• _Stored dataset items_
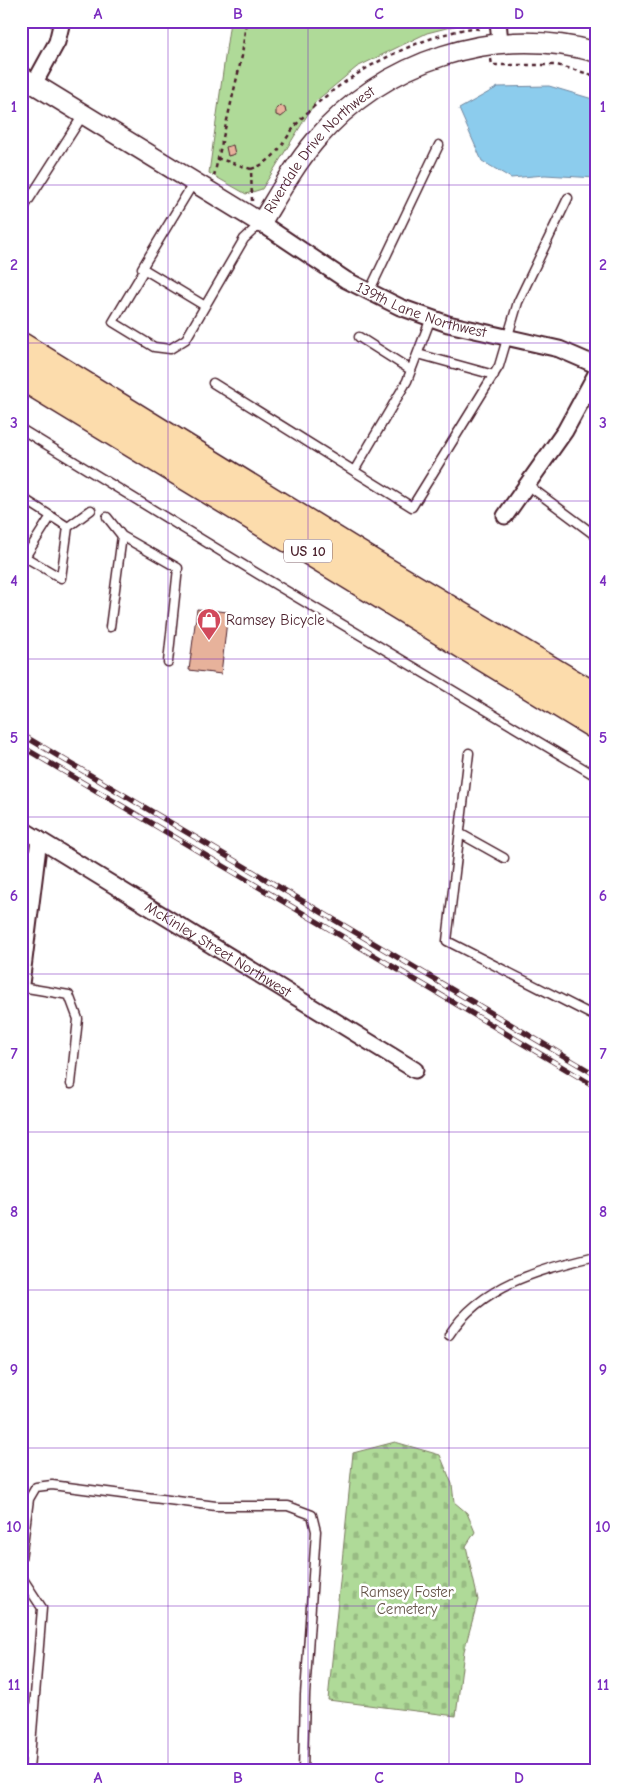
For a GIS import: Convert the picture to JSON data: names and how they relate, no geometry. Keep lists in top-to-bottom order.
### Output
{
  "streets": {
    "highway": ["US 10"],
    "street": ["Riverdale Drive Northwest", "139th Lane Northwest", "McKinley Street Northwest"]
  },
  "crossings": [
    ["Riverdale Drive Northwest", "139th Lane Northwest"]
  ],
  "parks": ["Ramsey Foster Cemetery"],
  "places": {
    "shop": ["Ramsey Bicycle"]
  },
  "grid": {
    "columns": [
      "A",
      "B",
      "C",
      "D"
    ],
    "rows": [
      "1",
      "2",
      "3",
      "4",
      "5",
      "6",
      "7",
      "8",
      "9",
      "10",
      "11"
    ]
  }
}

• _Your assignment_
None of the pictures belongs in the answer, but all the entries must be repeated exactly.

• _Response area_
For a GIS import: Convert the picture to JSON data: names and how they relate, no geometry. Keep lists in top-to-bottom order.
### Output
{
  "streets": {
    "highway": ["US 10"],
    "street": ["Riverdale Drive Northwest", "139th Lane Northwest", "McKinley Street Northwest"]
  },
  "crossings": [
    ["Riverdale Drive Northwest", "139th Lane Northwest"]
  ],
  "parks": ["Ramsey Foster Cemetery"],
  "places": {
    "shop": ["Ramsey Bicycle"]
  },
  "grid": {
    "columns": [
      "A",
      "B",
      "C",
      "D"
    ],
    "rows": [
      "1",
      "2",
      "3",
      "4",
      "5",
      "6",
      "7",
      "8",
      "9",
      "10",
      "11"
    ]
  }
}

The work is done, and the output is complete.